REPUBLIKA.CO.ID, JAKARTA -- Inisiatif Joko Widodo (Jokowi) untuk melakukan rekonsiliasi nasional dianggap sebagai langkah positif. Bahkan menjadi penting bagi lanskap politik Indonesia ke depan setelah 22 Juli 2014.
"Ini langkah positif demi mengantisipasi keterbelahan masyarakat. Hawa panas seperti sekarang ini memang harus diredakan. Mulai dari menahan diri untuk tidak 'mengapi-apikan' suasana atas kerja KPU, mengintervensi C1, DA1, DB1, dan lainnya," kata pengamat politik Universitas Sultan Ageng Tirtayasa, Banten, Leo Agustino, Jumat (18/7).

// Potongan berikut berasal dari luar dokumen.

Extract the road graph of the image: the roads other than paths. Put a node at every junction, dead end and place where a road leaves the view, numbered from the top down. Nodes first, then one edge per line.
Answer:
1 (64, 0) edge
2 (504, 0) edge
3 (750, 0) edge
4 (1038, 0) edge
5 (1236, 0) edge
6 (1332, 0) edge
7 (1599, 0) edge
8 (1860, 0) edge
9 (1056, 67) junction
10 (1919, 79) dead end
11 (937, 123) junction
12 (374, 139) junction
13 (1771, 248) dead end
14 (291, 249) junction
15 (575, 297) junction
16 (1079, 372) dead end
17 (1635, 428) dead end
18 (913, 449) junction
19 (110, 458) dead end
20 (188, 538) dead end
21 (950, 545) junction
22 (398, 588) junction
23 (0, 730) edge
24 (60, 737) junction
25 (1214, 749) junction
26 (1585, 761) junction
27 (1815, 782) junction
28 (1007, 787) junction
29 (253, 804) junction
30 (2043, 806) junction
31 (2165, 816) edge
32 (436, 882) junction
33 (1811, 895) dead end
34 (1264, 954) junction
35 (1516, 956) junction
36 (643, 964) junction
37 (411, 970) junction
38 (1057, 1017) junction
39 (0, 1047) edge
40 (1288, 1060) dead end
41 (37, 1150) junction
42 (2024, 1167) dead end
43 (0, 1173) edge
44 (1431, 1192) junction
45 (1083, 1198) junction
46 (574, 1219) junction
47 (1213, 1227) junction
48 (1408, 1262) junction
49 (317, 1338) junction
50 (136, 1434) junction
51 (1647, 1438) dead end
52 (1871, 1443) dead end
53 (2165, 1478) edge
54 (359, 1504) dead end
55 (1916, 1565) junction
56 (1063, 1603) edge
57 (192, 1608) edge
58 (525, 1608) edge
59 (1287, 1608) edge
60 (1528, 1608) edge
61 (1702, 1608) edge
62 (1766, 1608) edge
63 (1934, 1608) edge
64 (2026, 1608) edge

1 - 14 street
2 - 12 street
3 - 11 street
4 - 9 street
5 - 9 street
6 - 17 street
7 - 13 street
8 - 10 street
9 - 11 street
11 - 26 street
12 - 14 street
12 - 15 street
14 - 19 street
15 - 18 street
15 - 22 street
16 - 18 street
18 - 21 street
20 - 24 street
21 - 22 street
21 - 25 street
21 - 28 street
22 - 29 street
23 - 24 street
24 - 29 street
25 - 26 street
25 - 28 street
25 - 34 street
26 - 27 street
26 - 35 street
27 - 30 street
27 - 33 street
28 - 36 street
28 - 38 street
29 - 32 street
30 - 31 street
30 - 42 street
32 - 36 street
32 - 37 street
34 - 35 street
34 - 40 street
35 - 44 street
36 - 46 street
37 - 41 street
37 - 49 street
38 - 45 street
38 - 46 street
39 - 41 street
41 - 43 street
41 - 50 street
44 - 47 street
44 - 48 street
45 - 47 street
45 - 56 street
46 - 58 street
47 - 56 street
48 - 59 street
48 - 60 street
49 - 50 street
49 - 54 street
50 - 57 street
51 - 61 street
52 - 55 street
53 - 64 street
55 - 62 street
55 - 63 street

Selepas real count KPU, kata dia, sejatinya tidak ada lagi ruang bagi perbedaan yang destruktif. Cara berpikir yang saling menjatuhkan pun harus diubah menjadi saling bahu membahu membangun bangsa dan negara.
"Jangan jadikan energi yang ada di tengah-tengah masyarakat menjadi energi yang negatif. Ini karena masih banyak hal yang harus kita lakukan, terutama untuk menghadapi tantangan zaman ke depan," tutur Leo.
Menurut dia, ketegangan di akar rumput dapat padam jika di level elite bisa diselesaikan. Karenanya, kelapangan hati elite nasional untuk menerima kekalahan dari kandidat lain merupakan solusi bagi penyelesaian ketegangan di tingkat elite tersebut.
"Keberanian berkompetisi dalam pilpres harus juga diimbangi dengan keberanian untuk menerima kekalahan. Dengan cara inilah ketegangan di tingkat grass root bisa disudahi," tukasnya.
Ia menilai, rekonsiliasi nasional bisa menjadi jalan keluar terbaik bagi untuk membangun persatuan dan kesatuan bangsa. Namun, bukan dengan cara bagi-bagi kekuasaan kepada pesaing politik Jokowi-JK.
Jika itu yang terjadi, maka gagasan awal Jokowi-JK untuk membangun pemerintahan yang bersih akan sulit tercipta. Malah mengotori cita-cita awal Jokowi sendiri.